Astrophotography in Eryri/Snowdonia

Shooting Stars in Eryri (Snowdonia)

As soon as we booked our recent break in Eryri (Snowdonia in English, North Wales) I realised that I would get an opportunity to practice some astrophotography. I love looking up at the stars, but living in a city means that the wonders of a clear night sky are drowned out by ambient light. Eryri is an official dark skies region - as awarded by the International Dark-Sky association (IDA), an organisation founded in 2001 to encourage preservation and protection of dark skies throughout the world. In fact the first area to be awarded 'dark-sky' was much closer to home in the Brecon Beacons, but I'd yet to make the trip. Snowdownia National Park was named the tenth International Dark Sky Reserve by the IDA in 2005, giving Wales a world leading 18% of its land in dark sky areas.


I'd been looking forward to trying my hand at astrophotography since I watched a great BBC Documentary about amazing Welsh astrophotographer Alyn Wallace who has travelled the world shooting stars, whilst also working extensively near his home in the Brecon Beacons and throughout Wales.

So in the week leading up to our break I did a little research to find some suitable locations for my stargazing photography shoots, deciding that the 'Lonely Tree of Llyn Padarn' and nearby 'Dolbadarn Castle' were going to be great locations for my star photography efforts. It so happened that both of these were less than 3 miles from our holiday let in Nant Peris, so perfect.

I chose these locations to get some foreground interest in the photos. There's nothing stopping you just pointing the camera straight up to the sky, but you'll get a rather dull photo without some foreground interest to compliment, or frame the stars. 

Looking for the Milky Way

As a teenager I spent a summer in Namibia and was absolutely blown away with the night skies there - every night was clear, and I got to see the stunning Milky Way on many occasions.

I hoped that during this trip I could capture the Milky Way (Llwybr Llaethog) from Eryri, but didn't get my hopes up too much as despite being a Dark Sky region, Eryri is also a 'mostly rainy' region. I was super lucky though, managing 3 star photography shoots over the week that we were staying there. Result!

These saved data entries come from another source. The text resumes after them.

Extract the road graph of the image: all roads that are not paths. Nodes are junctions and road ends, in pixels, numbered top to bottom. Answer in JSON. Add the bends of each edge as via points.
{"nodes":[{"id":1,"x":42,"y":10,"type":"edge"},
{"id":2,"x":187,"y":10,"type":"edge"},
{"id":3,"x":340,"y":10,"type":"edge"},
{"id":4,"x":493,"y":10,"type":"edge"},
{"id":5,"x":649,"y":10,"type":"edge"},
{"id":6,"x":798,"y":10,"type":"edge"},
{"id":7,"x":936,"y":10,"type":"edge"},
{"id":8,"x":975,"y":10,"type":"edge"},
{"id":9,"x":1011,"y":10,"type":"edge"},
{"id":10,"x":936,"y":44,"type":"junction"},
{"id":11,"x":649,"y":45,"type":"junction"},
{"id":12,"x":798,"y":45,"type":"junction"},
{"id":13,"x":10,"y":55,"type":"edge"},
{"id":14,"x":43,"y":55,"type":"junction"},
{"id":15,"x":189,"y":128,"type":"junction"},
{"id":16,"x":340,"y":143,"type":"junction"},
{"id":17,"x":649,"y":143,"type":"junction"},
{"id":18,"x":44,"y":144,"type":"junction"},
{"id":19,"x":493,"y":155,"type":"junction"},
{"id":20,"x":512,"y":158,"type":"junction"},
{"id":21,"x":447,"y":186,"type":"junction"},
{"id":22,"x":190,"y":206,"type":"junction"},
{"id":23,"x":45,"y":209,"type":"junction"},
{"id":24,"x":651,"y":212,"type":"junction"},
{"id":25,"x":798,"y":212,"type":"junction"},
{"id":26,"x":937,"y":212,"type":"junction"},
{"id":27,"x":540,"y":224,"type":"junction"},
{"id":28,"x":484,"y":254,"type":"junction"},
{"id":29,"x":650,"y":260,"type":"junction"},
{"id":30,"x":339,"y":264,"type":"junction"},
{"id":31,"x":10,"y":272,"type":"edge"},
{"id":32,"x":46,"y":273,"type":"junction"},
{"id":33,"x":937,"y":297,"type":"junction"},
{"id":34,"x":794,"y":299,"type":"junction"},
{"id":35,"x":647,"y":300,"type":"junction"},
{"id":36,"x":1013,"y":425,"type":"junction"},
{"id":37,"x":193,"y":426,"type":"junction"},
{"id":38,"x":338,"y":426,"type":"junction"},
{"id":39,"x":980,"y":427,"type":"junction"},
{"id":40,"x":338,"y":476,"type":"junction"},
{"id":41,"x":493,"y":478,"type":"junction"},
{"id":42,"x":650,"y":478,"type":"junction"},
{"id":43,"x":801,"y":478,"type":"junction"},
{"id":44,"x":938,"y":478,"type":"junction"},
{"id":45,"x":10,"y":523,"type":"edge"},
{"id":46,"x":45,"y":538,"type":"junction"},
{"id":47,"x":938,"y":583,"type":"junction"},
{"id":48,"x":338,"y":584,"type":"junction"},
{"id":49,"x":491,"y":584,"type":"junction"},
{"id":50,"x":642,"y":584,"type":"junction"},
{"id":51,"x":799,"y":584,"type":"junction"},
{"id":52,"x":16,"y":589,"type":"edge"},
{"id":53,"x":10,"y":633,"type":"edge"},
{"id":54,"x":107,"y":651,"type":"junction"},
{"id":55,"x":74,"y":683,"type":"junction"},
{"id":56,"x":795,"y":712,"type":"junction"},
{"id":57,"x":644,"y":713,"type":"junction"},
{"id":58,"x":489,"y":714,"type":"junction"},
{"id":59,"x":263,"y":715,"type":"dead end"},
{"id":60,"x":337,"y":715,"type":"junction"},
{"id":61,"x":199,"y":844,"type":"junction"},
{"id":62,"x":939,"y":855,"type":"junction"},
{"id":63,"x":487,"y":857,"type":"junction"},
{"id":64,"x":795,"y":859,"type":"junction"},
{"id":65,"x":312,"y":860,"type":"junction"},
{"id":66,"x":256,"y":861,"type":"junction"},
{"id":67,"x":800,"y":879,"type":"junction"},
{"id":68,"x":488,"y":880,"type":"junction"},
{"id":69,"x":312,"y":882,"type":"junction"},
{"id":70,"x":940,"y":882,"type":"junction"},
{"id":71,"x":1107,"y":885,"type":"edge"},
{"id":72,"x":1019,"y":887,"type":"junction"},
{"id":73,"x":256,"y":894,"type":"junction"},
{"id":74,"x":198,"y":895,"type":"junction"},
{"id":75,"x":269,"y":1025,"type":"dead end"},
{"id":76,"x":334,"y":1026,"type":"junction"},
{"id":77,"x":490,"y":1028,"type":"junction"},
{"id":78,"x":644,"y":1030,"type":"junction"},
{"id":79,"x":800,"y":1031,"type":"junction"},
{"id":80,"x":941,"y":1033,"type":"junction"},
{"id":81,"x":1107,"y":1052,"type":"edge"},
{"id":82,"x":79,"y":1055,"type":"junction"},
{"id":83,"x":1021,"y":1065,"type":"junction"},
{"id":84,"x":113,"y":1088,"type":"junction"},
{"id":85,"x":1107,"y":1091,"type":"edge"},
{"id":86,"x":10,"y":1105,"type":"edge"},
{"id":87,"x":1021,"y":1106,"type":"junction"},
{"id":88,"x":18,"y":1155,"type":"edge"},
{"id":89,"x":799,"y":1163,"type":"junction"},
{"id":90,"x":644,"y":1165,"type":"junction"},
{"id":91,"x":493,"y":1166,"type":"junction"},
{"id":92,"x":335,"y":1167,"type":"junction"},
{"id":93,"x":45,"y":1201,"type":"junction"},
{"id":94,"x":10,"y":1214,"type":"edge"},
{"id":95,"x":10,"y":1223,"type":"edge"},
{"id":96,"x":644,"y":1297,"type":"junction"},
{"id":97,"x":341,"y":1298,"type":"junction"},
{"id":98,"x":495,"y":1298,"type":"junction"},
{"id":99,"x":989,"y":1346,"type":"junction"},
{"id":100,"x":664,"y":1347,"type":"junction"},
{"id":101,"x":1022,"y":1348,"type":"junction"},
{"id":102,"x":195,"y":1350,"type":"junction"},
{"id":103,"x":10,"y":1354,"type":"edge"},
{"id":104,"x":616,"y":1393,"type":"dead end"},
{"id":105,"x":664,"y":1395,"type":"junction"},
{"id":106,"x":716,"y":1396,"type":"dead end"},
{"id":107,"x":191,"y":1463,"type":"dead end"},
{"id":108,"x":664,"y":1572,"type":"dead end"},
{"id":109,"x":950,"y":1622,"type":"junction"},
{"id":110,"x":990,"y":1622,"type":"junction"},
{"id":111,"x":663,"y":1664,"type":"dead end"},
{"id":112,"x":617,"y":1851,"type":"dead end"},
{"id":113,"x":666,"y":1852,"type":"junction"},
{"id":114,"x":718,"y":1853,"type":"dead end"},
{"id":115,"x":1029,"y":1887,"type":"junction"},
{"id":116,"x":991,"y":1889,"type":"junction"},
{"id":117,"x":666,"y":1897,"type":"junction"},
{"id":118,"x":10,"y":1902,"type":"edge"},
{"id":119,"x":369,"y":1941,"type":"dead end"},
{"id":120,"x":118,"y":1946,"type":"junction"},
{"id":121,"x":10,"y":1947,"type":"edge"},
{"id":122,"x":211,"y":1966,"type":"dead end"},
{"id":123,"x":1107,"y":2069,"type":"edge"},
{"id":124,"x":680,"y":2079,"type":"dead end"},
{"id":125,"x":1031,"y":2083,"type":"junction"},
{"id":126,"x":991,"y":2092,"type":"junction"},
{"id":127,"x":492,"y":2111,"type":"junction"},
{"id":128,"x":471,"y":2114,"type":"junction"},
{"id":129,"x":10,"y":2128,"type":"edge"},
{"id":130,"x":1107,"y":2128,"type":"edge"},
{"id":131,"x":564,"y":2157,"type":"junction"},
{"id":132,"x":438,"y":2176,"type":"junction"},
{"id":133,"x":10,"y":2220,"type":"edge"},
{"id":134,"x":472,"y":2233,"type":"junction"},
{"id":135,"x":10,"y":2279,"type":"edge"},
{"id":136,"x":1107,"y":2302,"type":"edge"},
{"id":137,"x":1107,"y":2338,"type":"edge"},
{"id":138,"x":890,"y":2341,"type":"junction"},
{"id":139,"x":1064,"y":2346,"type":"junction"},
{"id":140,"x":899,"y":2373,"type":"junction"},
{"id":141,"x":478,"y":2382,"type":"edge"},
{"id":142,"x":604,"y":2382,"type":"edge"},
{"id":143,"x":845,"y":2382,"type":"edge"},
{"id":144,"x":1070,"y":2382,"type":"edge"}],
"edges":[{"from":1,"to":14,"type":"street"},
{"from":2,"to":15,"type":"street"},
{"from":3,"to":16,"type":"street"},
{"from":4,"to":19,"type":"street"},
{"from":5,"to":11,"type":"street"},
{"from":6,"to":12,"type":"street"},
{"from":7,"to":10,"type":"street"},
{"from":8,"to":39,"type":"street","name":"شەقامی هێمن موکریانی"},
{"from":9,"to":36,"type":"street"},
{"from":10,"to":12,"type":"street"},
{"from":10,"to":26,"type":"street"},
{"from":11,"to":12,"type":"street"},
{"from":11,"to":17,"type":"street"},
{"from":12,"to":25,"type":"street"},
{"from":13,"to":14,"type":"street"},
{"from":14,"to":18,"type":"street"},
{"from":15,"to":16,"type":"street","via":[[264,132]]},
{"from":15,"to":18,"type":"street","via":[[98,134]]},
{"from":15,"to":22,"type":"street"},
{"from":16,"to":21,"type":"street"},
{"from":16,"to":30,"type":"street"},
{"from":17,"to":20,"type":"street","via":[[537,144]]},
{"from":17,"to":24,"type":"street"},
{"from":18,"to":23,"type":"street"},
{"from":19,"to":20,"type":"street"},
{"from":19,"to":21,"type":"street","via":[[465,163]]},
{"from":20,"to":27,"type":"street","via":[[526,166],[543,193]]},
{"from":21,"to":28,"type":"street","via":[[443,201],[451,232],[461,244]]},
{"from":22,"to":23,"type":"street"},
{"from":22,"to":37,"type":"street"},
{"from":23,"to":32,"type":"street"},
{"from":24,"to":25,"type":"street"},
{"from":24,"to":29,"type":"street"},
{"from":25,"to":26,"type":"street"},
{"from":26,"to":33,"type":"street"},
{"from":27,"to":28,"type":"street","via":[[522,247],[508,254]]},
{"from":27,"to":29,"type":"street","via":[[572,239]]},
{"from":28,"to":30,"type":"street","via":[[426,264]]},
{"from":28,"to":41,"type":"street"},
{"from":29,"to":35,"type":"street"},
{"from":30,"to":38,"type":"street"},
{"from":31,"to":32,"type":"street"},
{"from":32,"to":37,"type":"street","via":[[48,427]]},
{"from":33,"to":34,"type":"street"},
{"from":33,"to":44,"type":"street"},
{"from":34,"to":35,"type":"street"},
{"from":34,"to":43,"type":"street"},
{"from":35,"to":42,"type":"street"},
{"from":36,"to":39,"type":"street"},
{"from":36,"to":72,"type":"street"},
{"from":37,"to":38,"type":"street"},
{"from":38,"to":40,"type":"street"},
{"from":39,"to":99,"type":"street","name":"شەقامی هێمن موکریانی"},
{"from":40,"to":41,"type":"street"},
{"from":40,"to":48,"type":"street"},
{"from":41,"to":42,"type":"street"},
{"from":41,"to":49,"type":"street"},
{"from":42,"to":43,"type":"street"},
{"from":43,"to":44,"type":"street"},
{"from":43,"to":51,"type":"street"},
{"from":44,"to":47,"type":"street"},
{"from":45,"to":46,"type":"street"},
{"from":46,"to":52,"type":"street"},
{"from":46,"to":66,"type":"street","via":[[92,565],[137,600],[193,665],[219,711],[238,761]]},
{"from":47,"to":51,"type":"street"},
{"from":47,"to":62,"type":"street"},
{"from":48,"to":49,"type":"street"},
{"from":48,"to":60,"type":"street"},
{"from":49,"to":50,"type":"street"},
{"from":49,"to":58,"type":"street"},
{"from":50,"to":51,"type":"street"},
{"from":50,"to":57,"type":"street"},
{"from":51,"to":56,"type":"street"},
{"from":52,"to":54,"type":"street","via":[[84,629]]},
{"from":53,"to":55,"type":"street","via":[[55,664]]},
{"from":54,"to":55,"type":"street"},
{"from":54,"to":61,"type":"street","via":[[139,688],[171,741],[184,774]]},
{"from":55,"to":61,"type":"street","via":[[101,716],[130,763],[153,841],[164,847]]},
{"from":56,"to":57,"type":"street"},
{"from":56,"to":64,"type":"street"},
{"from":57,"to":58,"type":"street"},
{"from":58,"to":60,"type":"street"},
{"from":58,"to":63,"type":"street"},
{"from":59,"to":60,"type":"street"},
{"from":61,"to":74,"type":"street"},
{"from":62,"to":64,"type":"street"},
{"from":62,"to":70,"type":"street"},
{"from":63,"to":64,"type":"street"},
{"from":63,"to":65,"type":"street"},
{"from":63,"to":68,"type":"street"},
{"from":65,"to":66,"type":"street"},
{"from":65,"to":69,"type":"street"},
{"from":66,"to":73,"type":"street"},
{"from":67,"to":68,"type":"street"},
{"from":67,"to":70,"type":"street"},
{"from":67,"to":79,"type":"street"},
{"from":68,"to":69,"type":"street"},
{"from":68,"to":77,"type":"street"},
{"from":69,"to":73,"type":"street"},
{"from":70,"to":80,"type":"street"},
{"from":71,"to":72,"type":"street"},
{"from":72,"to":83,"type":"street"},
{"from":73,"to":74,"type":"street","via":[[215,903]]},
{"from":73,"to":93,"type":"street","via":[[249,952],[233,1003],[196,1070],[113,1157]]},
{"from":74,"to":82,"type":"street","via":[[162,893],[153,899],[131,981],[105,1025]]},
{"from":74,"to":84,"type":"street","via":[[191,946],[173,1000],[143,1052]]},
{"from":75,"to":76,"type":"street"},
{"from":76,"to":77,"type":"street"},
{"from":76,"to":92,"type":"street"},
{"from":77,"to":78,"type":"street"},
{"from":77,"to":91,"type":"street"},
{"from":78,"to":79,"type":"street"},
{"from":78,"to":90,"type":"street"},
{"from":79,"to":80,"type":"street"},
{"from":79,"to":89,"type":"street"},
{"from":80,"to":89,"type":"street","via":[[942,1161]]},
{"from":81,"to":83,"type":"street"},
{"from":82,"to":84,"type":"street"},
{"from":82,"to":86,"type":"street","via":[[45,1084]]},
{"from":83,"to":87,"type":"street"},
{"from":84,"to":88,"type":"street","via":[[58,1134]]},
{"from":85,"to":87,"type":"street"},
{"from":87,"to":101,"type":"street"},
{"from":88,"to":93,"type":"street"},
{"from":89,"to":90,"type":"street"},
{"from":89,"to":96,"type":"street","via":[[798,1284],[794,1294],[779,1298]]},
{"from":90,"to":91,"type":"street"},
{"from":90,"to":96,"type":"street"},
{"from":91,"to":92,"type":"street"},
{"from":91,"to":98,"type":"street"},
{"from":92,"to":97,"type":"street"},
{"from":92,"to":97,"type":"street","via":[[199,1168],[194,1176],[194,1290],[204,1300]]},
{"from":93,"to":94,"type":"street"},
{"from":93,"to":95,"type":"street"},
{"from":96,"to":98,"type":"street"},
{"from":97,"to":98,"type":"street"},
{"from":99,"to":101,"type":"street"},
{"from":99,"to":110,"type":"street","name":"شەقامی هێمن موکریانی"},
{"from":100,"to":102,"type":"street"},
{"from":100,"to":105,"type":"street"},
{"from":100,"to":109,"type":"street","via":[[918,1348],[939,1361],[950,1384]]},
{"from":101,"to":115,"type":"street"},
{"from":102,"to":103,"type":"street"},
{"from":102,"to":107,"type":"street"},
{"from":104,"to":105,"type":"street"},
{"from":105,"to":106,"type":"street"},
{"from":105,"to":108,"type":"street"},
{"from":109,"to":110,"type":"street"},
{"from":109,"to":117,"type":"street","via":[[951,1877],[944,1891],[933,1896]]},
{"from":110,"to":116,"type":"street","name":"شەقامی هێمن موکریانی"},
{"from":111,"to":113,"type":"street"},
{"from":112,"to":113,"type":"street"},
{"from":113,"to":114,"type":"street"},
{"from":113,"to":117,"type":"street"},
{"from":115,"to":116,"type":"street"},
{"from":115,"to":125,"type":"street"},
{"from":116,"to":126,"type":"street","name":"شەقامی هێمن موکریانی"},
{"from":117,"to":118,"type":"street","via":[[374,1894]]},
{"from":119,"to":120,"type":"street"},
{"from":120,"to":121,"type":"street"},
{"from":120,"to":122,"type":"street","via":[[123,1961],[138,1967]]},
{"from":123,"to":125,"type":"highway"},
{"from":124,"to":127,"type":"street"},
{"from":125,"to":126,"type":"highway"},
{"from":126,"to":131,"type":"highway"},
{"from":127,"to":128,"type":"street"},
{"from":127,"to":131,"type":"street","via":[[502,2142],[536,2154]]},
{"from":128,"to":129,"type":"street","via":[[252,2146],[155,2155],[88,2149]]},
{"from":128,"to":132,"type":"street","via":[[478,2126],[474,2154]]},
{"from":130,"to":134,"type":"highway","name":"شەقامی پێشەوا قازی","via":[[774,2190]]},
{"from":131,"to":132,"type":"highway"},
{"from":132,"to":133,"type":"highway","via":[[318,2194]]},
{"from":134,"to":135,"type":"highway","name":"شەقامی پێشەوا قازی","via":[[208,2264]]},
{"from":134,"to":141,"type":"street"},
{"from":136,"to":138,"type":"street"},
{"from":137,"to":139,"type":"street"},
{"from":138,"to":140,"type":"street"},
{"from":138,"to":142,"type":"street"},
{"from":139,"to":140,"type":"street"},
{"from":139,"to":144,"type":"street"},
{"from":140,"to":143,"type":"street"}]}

Satellites and Shooting Stars

One thing that was apparent as soon as I got my shots onto the PC was the sheer volume of satellites in orbit around the Earth. As a newcomer to astrophotography I'm not sure yet whether I want to remove all of these in Photoshop, or leave them as they are. At the moment I'm coming down in the 'it is what it is' category, so have left in all but the most distracting of satellite trails.

Shooting stars always stay though... I caught a few during my photoshoots, and I think they only add to the wonder of the night sky. 

The technical bit

I used my Nikon D600 with a few different wide angle lenses, including a 24mm Nikon, and an 18-30mm. Apart from that, my trusty Manfrotto Tripod of course (a tripod is a must) and a remote shutter release were all I used. To help me navigate the sky I used Starwalk which is a beautiful stargazing App.

Apertures were as wide as each lens went (about f2.4 or so), with shutter speeds of between 10-20 seconds, and an ISO of 6400.

Some images involved a bit of stacking - focusing on the foreground elements for a shot, then focusing on the stars.

I also had my son as an able helper, guiding our path with a torch, and painting light on the foreground for a bunch of shots. It was quite an adventure, wandering around the area in the dead of night, with no lighting other than our phone torch - a great father and son experience.